According to Heinsohn, the Western collapse of the third century and the Eastern collapse of the sixth century are both identical with the “Tenth Century Collapse” starting in the 930s. This civilizational collapse is documented by archelogy in peripheral parts of the Empire: “Widespread destructions from Scandinavia to Eastern Europe and the Black Sea are dated to the end of the Early Middle Ages (930s CE). The disaster struck in territories where no devastations appear to have occurred during the ‘Crisis of the Third Century’, or the ‘Crisis of the Sixth Century’. Archaeology shows that Austria, Poland, Hungary, Bulgaria was also hit in the early 10th century, as well as Slovak and Czech territories. Bulgarian metropolis Pliska basically disappeared, strangled by considerable amounts of erosion material (colluvium), also known as “black earth”. All Baltic ports suddenly and mysteriously “undergo discontinuity.” 

What Heinsohn calls the “Tenth Century Collapse” is well known to historians of the Middle Ages, but generally attributed to invasions. Mark Bloch wrote about it in his classic work Feudal Society (1940):

“From the turmoil of the last invasions, the West emerged covered with countless scars. The towns themselves had not been spared—at least not by the Scandinavian—and if many of them, after pillage or evacuation, rose again from their ruins, this break in the regular course of their life left them for long years enfeebled…Along the river routes the trading centers had lost all security…Above all, the cultivated land suffered disastrously, often being reduced to desert…Naturally the peasants, more than any other class, were driven to despair by these conditions…The lords, who derived their revenues from the land, were impoverished.”

The upheaval marked the end of the ancient world and was followed by the emergence of the feudal world. Heinsohn remarks: “The Tenth Century Collapse ran its lethal course closer to the present than any other world-shaking event in human history. However, it is the least researched, too…We do not yet know what could have been powerful enough to bring about such a mind-boggling transformation of our planet. Though it must have been enormous we still cannot reconstruct the cosmic scenario.” This is because most sources dealing with the catastrophe have been shifted backward. Yet the few Western chronicles that we have for the 11th century do inform us. Such as the chronicle of the monk Rudolfus Glaber, writing between 1026 and 1040, which I quoted in the introduction.

Birth of AD Chronology

The confused perspective of eleventh-century men on the earlier ages, that Patrick Geary analyses in Phantoms of Remembrance, can account for the chronological distortions that later made it into history books. Within a few generations, what Rudolfus Glaber still calls the “Roman World,” destroyed by cataclysm, plague and famine only decades before his time, was idealized and pushed back into almost mythic times.

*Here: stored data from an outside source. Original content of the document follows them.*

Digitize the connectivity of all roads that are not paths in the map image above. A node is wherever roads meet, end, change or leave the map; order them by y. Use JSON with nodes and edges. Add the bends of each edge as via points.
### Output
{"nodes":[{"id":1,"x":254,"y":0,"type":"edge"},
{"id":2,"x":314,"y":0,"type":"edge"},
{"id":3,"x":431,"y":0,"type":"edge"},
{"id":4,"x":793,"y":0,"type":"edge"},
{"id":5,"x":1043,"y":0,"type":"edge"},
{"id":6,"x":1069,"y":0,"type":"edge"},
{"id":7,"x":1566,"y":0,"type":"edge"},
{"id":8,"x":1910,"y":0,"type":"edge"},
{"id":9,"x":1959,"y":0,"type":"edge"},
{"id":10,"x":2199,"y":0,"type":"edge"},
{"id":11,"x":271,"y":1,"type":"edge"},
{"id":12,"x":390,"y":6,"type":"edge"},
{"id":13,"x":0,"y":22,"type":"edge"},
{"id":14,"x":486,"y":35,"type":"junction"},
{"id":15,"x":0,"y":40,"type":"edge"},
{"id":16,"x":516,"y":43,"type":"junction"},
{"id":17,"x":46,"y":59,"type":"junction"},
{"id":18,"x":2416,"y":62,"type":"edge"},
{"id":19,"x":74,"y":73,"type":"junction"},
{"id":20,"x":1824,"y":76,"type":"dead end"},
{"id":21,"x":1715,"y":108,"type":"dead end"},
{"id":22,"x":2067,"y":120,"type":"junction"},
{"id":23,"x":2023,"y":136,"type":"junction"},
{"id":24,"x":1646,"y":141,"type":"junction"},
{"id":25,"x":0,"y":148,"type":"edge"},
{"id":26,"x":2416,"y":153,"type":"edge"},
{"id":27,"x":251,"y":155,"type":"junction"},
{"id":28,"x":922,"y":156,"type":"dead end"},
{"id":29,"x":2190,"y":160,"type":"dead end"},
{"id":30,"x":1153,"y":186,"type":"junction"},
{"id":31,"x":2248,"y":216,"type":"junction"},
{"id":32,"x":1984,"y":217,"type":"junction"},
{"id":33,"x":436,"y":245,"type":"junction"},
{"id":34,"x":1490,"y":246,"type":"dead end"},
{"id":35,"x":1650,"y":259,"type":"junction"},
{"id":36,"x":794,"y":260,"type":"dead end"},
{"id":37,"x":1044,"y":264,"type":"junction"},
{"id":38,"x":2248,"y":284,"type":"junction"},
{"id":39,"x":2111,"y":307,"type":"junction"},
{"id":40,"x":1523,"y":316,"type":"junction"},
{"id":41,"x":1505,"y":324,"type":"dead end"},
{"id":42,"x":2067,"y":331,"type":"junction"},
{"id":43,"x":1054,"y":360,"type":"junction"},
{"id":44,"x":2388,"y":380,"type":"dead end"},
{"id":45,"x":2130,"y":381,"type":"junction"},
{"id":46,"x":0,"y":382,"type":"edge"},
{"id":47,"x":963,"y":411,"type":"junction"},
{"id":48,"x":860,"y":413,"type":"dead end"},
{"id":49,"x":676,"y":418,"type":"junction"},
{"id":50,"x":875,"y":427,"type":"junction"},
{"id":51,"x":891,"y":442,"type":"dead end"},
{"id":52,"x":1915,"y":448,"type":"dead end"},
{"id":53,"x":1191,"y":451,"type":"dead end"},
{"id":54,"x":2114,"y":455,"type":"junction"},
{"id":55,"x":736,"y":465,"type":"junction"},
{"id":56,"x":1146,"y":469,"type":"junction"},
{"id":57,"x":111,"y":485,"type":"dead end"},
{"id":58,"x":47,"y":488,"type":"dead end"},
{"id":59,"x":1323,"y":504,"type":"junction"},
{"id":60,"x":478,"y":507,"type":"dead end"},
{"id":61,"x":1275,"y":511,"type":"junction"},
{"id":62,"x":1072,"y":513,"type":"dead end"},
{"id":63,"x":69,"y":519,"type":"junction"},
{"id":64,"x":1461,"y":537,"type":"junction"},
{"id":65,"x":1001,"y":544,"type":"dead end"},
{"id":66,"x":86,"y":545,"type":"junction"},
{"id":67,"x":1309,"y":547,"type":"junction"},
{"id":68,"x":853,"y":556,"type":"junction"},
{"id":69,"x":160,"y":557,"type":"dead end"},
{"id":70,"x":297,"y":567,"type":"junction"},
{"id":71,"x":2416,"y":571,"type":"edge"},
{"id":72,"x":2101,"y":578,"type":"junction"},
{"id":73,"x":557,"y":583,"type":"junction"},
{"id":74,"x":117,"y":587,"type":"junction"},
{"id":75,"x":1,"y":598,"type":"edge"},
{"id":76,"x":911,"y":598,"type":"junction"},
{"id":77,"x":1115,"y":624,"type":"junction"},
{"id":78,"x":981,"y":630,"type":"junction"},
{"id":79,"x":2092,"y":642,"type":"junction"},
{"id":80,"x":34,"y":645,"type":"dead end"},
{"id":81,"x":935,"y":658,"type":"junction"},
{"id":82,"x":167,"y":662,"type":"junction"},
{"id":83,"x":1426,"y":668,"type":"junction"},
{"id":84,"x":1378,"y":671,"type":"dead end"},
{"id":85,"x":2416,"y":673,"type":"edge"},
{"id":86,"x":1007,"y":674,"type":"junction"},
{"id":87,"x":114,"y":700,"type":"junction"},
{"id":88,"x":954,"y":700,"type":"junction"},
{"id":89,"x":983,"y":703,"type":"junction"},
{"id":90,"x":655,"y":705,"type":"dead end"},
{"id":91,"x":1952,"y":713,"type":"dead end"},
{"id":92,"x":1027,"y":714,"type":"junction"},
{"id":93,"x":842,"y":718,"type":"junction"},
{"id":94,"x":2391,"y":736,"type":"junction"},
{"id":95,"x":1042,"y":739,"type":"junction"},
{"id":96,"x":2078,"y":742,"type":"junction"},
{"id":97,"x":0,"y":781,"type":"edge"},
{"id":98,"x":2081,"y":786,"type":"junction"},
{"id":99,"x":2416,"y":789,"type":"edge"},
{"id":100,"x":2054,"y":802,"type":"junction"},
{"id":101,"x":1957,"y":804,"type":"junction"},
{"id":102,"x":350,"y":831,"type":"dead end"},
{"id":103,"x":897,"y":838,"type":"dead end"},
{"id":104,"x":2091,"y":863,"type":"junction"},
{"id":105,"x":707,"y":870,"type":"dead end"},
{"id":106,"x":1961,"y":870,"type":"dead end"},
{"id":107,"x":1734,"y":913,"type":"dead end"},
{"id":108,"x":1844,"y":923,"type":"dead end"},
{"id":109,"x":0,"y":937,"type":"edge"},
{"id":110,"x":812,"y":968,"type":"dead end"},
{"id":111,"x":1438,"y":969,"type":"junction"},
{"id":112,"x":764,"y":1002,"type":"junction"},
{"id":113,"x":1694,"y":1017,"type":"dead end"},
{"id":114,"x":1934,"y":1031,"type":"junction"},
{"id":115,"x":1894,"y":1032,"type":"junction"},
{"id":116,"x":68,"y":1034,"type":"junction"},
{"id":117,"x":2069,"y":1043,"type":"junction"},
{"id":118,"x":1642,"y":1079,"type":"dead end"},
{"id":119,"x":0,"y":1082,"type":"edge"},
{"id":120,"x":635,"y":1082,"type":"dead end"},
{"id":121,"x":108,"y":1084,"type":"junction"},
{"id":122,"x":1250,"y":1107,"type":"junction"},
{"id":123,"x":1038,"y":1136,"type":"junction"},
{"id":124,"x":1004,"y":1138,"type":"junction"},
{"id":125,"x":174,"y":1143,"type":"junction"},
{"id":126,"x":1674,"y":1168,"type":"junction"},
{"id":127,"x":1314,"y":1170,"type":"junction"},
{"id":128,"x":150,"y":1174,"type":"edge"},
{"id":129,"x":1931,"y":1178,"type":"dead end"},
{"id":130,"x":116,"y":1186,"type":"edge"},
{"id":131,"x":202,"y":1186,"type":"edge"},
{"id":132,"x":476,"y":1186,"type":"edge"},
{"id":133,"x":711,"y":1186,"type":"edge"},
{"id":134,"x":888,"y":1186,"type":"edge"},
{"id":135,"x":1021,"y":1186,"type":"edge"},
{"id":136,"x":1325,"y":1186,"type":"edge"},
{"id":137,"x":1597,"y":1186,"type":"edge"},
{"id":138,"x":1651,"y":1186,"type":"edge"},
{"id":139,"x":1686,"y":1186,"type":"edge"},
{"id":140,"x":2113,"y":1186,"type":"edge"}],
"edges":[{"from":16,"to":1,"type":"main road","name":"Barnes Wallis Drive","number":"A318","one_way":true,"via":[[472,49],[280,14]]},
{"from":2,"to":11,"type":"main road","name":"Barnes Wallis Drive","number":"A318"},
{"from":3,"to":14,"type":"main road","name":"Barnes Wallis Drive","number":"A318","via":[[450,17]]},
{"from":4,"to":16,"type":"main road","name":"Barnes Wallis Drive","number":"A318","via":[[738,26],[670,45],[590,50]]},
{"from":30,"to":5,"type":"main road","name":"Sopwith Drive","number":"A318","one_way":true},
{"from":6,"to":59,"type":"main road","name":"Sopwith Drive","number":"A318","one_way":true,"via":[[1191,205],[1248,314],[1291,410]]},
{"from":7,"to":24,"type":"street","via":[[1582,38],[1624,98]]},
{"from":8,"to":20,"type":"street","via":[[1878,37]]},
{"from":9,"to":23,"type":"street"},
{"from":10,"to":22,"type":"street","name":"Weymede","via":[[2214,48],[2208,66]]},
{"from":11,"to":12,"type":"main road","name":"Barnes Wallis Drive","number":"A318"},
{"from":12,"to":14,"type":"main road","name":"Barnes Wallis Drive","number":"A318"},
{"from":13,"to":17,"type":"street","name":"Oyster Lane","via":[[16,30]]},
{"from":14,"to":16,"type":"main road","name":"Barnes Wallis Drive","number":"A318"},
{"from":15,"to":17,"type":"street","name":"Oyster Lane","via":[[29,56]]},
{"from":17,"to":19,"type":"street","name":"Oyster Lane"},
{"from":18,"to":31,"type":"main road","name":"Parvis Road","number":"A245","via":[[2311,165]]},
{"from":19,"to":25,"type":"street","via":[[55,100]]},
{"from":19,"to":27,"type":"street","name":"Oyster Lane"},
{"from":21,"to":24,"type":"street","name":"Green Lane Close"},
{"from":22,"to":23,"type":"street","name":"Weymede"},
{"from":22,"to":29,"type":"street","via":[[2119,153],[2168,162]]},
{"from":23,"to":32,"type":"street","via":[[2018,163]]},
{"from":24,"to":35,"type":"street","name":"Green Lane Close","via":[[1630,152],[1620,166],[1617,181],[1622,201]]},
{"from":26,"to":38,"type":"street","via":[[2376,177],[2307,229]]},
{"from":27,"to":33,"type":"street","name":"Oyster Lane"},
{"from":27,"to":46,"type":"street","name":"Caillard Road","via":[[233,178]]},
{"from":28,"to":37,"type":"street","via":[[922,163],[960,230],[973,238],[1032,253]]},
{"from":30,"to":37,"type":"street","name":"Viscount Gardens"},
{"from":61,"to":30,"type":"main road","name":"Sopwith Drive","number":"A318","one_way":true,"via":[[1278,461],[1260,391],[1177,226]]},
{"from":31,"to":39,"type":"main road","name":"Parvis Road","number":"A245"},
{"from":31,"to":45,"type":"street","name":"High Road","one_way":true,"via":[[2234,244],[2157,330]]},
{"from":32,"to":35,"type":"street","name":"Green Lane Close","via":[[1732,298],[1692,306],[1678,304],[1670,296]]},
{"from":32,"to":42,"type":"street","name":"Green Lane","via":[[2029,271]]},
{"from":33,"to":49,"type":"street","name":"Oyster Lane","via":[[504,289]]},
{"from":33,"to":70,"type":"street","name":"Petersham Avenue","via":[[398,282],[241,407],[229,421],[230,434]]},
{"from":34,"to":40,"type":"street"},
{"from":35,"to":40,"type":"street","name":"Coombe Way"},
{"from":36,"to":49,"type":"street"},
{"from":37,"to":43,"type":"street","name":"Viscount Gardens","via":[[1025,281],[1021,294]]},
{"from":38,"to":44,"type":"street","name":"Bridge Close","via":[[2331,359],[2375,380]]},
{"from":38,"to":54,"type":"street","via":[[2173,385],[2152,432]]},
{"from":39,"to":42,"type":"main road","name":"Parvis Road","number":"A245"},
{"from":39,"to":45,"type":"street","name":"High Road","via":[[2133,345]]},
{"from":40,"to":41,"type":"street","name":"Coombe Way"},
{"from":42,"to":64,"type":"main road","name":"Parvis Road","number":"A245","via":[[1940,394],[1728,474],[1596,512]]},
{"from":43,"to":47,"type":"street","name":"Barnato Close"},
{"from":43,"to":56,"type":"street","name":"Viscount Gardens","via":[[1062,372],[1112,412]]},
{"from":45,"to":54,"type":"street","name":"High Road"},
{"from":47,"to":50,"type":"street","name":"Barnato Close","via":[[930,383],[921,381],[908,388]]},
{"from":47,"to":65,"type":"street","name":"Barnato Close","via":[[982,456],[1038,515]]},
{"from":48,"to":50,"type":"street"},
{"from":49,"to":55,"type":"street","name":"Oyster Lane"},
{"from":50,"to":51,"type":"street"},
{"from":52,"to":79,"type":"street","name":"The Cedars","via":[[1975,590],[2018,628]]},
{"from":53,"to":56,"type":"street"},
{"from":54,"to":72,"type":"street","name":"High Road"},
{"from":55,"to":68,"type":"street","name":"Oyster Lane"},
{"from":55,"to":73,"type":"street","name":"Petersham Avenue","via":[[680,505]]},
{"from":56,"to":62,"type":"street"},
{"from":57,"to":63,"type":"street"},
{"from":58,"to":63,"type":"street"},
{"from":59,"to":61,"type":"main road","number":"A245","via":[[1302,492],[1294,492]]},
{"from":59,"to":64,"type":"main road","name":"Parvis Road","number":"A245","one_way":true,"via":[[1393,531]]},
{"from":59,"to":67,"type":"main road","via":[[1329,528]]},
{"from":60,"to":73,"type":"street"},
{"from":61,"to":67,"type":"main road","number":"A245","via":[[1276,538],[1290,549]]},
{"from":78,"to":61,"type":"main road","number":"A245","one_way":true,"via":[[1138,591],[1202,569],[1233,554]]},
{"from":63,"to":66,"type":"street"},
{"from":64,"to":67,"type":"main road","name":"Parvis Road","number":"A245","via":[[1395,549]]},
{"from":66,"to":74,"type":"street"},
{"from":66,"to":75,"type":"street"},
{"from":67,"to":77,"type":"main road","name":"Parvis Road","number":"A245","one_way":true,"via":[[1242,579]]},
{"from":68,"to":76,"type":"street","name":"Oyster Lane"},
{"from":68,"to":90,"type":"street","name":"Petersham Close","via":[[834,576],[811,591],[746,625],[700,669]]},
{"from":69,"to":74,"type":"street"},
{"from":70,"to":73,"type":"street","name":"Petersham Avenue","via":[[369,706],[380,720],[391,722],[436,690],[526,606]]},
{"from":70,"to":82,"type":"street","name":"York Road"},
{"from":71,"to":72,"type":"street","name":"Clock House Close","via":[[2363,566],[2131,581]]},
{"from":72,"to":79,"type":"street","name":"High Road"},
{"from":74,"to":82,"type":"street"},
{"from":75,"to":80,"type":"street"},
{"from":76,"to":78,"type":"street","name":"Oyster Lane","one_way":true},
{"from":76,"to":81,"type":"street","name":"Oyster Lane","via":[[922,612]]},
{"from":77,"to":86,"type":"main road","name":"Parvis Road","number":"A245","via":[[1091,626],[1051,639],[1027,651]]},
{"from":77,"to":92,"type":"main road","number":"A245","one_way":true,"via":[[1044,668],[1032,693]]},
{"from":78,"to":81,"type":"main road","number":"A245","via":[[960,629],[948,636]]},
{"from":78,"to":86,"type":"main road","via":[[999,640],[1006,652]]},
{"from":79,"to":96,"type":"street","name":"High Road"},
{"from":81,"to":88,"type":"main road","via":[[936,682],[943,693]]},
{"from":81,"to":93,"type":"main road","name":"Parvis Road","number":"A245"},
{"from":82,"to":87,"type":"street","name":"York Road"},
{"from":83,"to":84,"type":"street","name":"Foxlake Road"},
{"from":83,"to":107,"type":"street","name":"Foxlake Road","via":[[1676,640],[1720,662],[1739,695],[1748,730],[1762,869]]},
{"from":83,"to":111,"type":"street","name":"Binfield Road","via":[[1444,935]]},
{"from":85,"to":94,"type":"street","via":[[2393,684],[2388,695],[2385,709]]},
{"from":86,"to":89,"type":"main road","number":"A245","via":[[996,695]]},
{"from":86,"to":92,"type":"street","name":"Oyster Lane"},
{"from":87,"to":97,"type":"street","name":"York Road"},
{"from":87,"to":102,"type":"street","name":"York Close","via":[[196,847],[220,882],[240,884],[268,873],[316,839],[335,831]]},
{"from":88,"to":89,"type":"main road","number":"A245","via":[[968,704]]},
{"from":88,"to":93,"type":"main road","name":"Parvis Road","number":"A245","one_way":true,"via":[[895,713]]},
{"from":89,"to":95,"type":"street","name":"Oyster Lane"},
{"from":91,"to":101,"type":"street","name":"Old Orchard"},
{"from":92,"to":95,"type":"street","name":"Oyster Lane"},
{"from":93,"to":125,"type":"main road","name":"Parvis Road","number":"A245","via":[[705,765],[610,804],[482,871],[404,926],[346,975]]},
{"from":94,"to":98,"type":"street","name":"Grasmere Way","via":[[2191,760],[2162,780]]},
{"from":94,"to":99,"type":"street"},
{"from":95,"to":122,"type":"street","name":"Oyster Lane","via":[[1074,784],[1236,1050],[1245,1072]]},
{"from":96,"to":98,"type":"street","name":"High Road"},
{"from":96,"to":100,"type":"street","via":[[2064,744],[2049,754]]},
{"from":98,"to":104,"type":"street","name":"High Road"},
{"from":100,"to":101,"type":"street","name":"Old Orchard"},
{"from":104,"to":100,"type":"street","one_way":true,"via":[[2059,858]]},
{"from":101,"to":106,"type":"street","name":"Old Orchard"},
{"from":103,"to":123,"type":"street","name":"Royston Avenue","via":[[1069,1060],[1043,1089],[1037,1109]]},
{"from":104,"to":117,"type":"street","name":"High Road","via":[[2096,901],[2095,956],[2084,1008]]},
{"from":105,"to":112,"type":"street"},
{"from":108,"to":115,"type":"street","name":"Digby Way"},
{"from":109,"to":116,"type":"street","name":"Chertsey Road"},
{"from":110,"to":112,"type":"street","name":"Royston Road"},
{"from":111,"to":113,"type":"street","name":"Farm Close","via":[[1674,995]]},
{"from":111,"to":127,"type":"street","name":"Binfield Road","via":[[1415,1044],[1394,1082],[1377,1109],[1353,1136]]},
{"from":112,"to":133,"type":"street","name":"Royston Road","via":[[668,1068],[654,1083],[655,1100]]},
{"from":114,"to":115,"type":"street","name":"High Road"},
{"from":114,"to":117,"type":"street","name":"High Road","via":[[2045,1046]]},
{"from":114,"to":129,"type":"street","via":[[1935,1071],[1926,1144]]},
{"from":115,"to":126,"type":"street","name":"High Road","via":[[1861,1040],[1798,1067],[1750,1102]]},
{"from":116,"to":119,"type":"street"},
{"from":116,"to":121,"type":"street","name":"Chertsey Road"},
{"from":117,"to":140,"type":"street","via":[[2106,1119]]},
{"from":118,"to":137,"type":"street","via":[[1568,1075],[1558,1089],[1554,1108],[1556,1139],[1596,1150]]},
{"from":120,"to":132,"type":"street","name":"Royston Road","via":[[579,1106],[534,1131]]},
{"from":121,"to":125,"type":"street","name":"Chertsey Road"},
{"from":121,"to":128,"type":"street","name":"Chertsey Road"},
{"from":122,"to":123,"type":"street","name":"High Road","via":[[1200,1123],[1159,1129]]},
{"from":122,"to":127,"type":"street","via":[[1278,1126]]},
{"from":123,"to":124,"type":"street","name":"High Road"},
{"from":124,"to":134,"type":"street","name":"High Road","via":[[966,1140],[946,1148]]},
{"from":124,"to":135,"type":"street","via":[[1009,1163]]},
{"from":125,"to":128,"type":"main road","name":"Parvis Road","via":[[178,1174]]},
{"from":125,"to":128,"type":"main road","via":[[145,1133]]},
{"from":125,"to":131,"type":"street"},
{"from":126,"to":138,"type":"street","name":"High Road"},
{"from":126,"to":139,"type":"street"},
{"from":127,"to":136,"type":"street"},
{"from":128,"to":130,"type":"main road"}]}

This coincides with the rise of Christianity, heavily dominated by apocalypticism in its infancy. In Matthew 24:6-8, when Jesus’s disciples asked him: “Tell us, when is this going to happen, and what sign will there be of your coming and of the end of the world?” he answered: “There will be famines and earthquakes in various places. All this is only the beginning of the birthpangs.” “In the minds of the survivors,” Heinsohn writes, “the ancient gods had failed, but the apocalyptic books of the Bible had been proven right. Spontaneous conversions to the various Judaism-derived sects quickly increased throughout the empire.”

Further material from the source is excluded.